## Friday, March 10, 2017

### Interview Pearls: Count Inversions (Expert)

I am collecting problems that start easy and then lead to a deep conversation, touching on multiple aspects of computer science fundamentals. These problems are being asked during interviews in the top technology companies, often with a twist to see if you understand the underlying principles and can adapt your solution.

Part 1: Introduction, coding practice and simple solutions
Part 3: Expert solutions

Here we have an innocent-looking problem that bled me dry (luckily, it was not in a real interview!). Turned out, there are many interesting ways to solve it, and I thought it could be a good illustration to some fundamental algorithms. If you digested advanced solutions OK, here is the desert menu: segment tree, lazy propagation segment tree, and height-balanced BST with counters.

### 7. Segment tree

Segment tree has the same purpose as binary indexed tree (BIT) - efficiently sum ranges in a mutating array. Go ahead and review solution #5 in the previous post to see how we combine update and sum operations to count inversions.

I used to confuse segment tree with interval tree, but they are quite different. Interval tree stores arbitrary intervals in binary search tree, so it can find an overlap in a logarithmic time. Segment tree always works with a predefined interval, which is the size of the underlying array, and uses logarithmic segments of that interval to efficiently perform range operations.

Segment tree is an actual binary tree (unlike BIT); leaves represent elements of the array, and parent nodes represent segments of the array, storing the operation result of its children (and therefore all elements in the segment). Because of that, segment tree requires additional memory comparing to BIT, but also supports non-cumulative operations, such as minimum or maximum value in the range.
To get the sum of a range, we need to find all segments that constitute this range and sum their values. To do this, we traverse the tree, splitting our range if we need to evaluate left and right subtrees.
• Example 1: for range [1..5], we will split it to [1..4] and [5..5]. In the left subtree, we will stop at [1..4] (value 14), and in the right subtree we will go all the way to element #5 (value 3). The result is [1..4] + #5 = 14 + 3 = 17.
• Example 2: for range [3..7], we will split it into [3..4] and [5..7]. In the left subtree, we will stop at [3..4] (value 11). In the right subtree, we will split [5..7] again into [5..6] and [7..7], and stop at the corresponding ranges (values 8 and 6). The result is [3..4] + [5..6] + [7..7] = 11 + 8 + 6 = 25.
The update operation is very similar, but you wouldn't stop when you find a node covering the range, but propagate the change all the way to leaves (expect when you use the lazy propagation technique, described in the next section). For example, to add one to range [3..4], you will increment ranges [1..7], [1..4] and [3..4], as well as elements #3 and #4. For the detailed explanations and more examples, I recommend this video on YouTube.

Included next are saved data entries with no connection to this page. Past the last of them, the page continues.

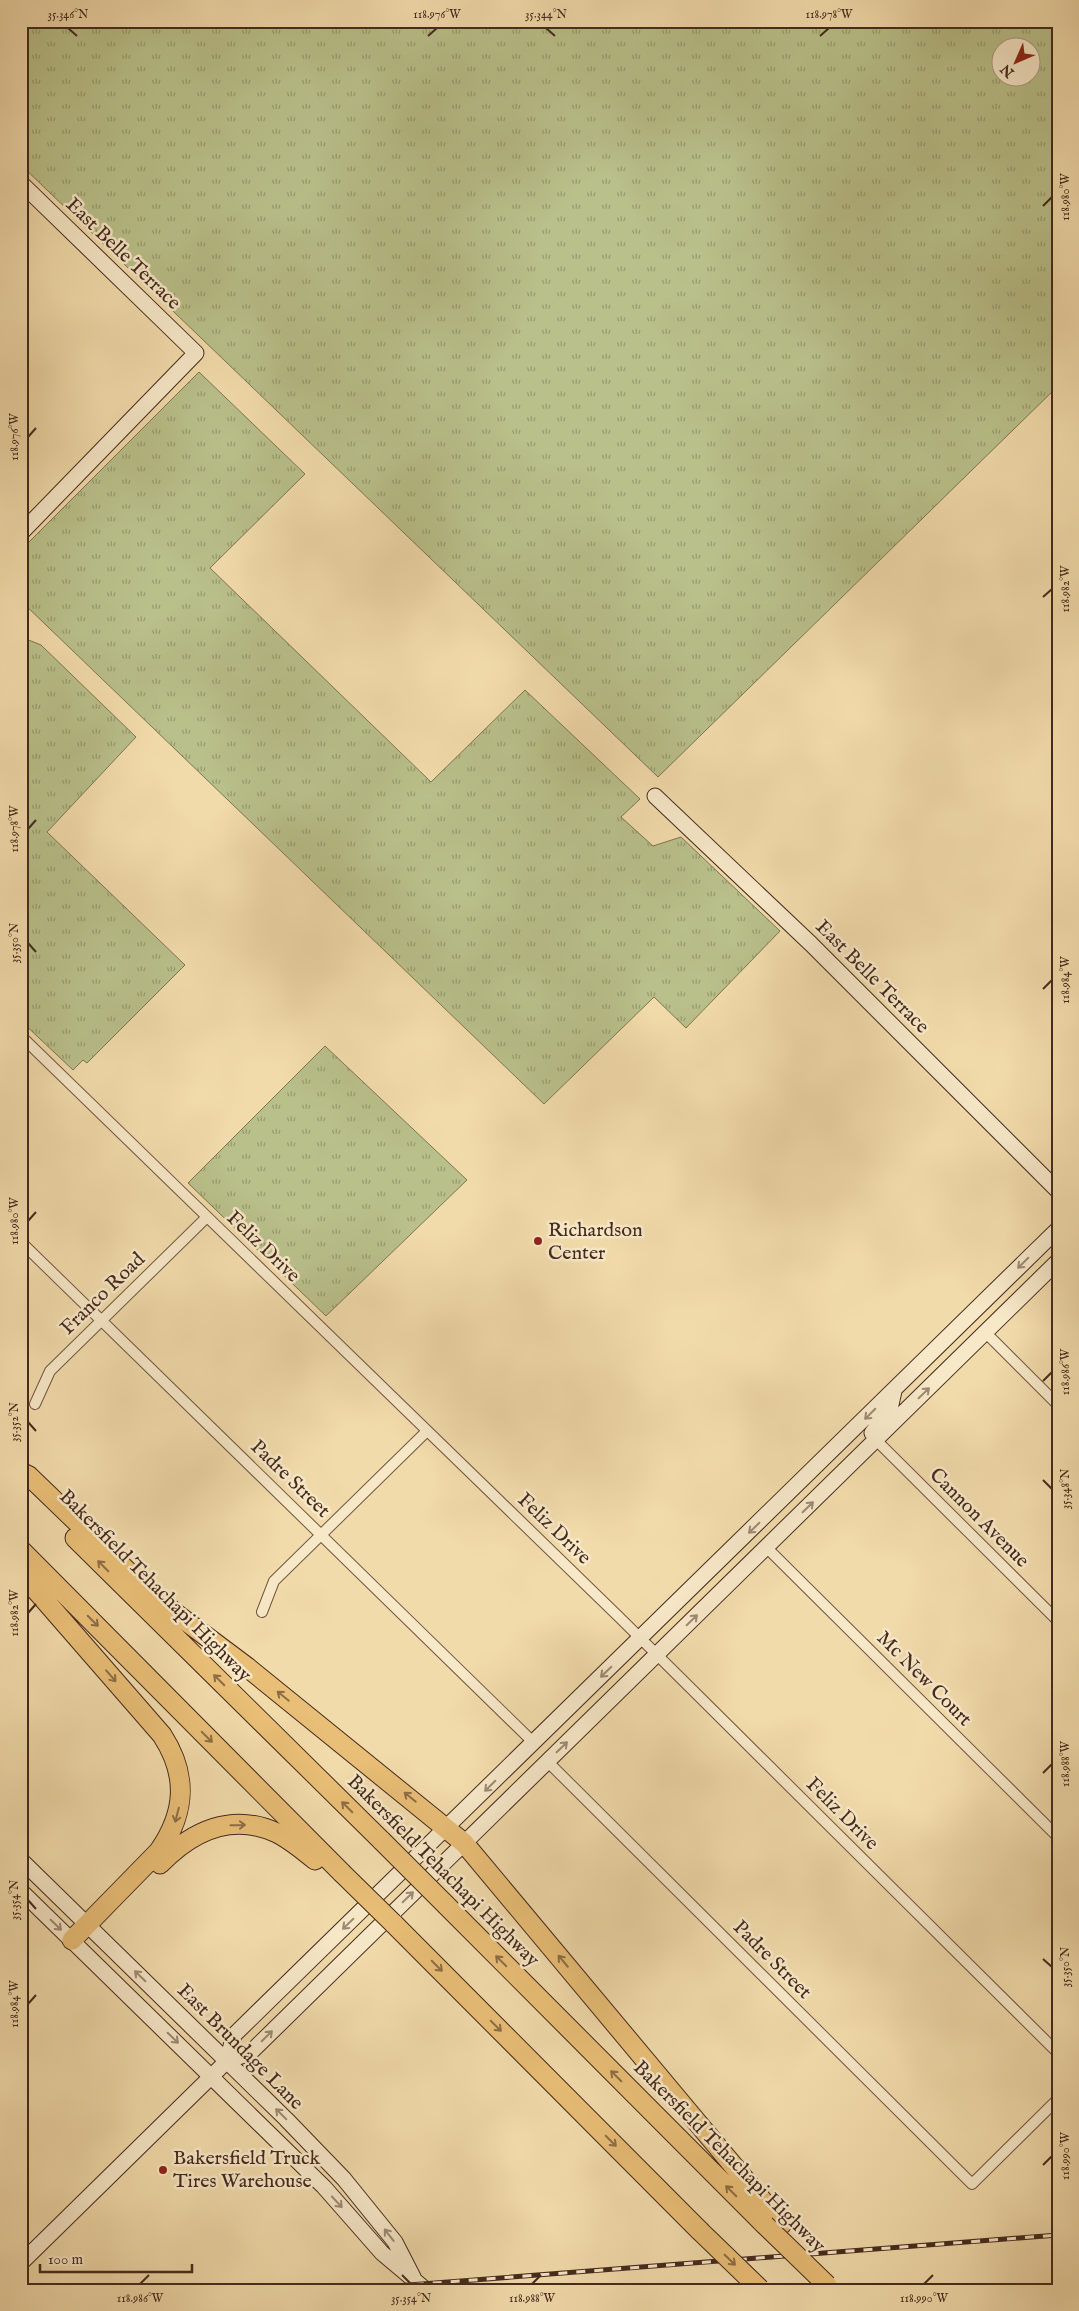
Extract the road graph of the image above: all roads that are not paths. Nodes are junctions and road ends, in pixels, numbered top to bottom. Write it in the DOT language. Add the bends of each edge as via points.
graph roads {
  1 [pos="21,183"];
  2 [pos="21,534"];
  3 [pos="655,796"];
  4 [pos="21,1036"];
  5 [pos="1058,1191"];
  6 [pos="207,1217"];
  7 [pos="1058,1229"];
  8 [pos="21,1242"];
  9 [pos="1058,1261"];
  10 [pos="102,1320"];
  11 [pos="986,1333"];
  12 [pos="894,1391"];
  13 [pos="35,1404"];
  14 [pos="1058,1404"];
  15 [pos="427,1431"];
  16 [pos="876,1440"];
  17 [pos="21,1472"];
  18 [pos="836,1480"];
  19 [pos="21,1485"];
  20 [pos="322,1534"];
  21 [pos="766,1547"];
  22 [pos="21,1550"];
  23 [pos="21,1573"];
  24 [pos="262,1612"];
  25 [pos="1058,1621"];
  26 [pos="640,1638"];
  27 [pos="657,1654"];
  28 [pos="534,1743"];
  29 [pos="547,1761"];
  30 [pos="448,1828"];
  31 [pos="1058,1837"];
  32 [pos="464,1843"];
  33 [pos="21,1860"];
  34 [pos="341,1876"];
  35 [pos="21,1891"];
  36 [pos="92,1929"];
  37 [pos="77,1945"];
  38 [pos="1058,2053"];
  39 [pos="227,2061"];
  40 [pos="211,2076"];
  41 [pos="1058,2100"];
  42 [pos="774,2225"];
  43 [pos="21,2263"];
  44 [pos="413,2277"];
  45 [pos="829,2288"];
  46 [pos="426,2290"];
  47 [pos="760,2290"];
  1 -- 2 [label="street, East Belle Terrace" via="196,353"];
  3 -- 5 [label="street, East Belle Terrace" via="811,944"];
  4 -- 6 [label="street, Feliz Drive"];
  6 -- 10 [label="street, Franco Road"];
  6 -- 15 [label="street, Feliz Drive"];
  7 -- 12 [label="street, one-way"];
  8 -- 10 [label="street, Padre Street"];
  9 -- 11 [label="street"];
  10 -- 13 [label="street, Franco Road" via="50,1371"];
  10 -- 20 [label="street, Padre Street"];
  11 -- 14 [label="street"];
  16 -- 11 [label="street, one-way"];
  12 -- 18 [label="street" via="890,1409"];
  12 -- 26 [label="street, one-way"];
  15 -- 20 [label="street"];
  15 -- 26 [label="street, Feliz Drive"];
  16 -- 18 [label="street"];
  16 -- 25 [label="street, Cannon Avenue"];
  30 -- 17 [label="highway, one-way" via="179,1616"];
  21 -- 18 [label="street, one-way"];
  42 -- 19 [label="highway, Bakersfield Tehachapi Highway, one-way, bridge"];
  20 -- 24 [label="street" via="274,1580"];
  20 -- 28 [label="street, Padre Street"];
  27 -- 21 [label="street, one-way"];
  21 -- 31 [label="street, Mc New Court"];
  22 -- 34 [label="highway, one-way"];
  23 -- 36 [label="highway, one-way" via="162,1735 180,1775 179,1809 169,1838"];
  26 -- 27 [label="street, Feliz Drive"];
  26 -- 28 [label="street, one-way"];
  29 -- 27 [label="street, one-way"];
  27 -- 38 [label="street, Feliz Drive"];
  28 -- 30 [label="street, one-way"];
  29 -- 32 [label="street"];
  29 -- 41 [label="street, Padre Street" via="972,2184"];
  30 -- 32 [label="highway"];
  30 -- 39 [label="street, one-way" via="234,2036"];
  39 -- 32 [label="street, one-way" via="250,2053"];
  42 -- 32 [label="highway, one-way"];
  33 -- 36 [label="street, East Brundage Lane"];
  36 -- 34 [label="highway, one-way" via="172,1852 199,1833 214,1828 246,1824 277,1833"];
  34 -- 47 [label="highway, one-way, bridge" via="394,1923"];
  35 -- 37 [label="street, East Brundage Lane, one-way"];
  36 -- 37 [label="highway"];
  39 -- 36 [label="street, East Brundage Lane, one-way"];
  37 -- 40 [label="street, East Brundage Lane, one-way"];
  39 -- 40 [label="street"];
  44 -- 39 [label="street, East Brundage Lane, one-way" via="395,2242 344,2179"];
  40 -- 43 [label="street"];
  40 -- 44 [label="street, East Brundage Lane, one-way" via="324,2187 382,2253"];
  42 -- 45 [label="highway, bridge"];
  44 -- 46 [label="street, East Brundage Lane"];
}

Segment tree can be easily implemented using an array. You will need to know the index of the current node (root's index is zero), and range of the current segment. The left child is at index * 2 + 1, at right child - at index * 2 + 2.

This recursive implementation is good to demonstrate the segment tree operations, but it isn't very efficient. Below is the iterative implementation that uses properties of the segment tree to identify nodes related to a given interval. Based on my experiments, this iterative implementation is twice as fast as the recursive one. I borrowed it from this post, where you can find good explanations on how it works.

Same as for BIT solution, we need normalize the array, so we can use array elements as positions in segment tree. Starting from the back of the array, we will increment value in segment tree for that position, and use the sum operation to count (previously incremented) smaller positions. Note that here we only update one element at a time (no range updates).

The size of the array to hold segment tree is double the underlying array size (extended to power of two) minus one. For example, it's 15 for array sizes 5-8, 31 for array sizes 9-16, 63 for array sizes 17-32, and so on. This solution is accepted by Online Judge for both the original and similar problem 493, and provides linearithmic time in the worst, average and best cases.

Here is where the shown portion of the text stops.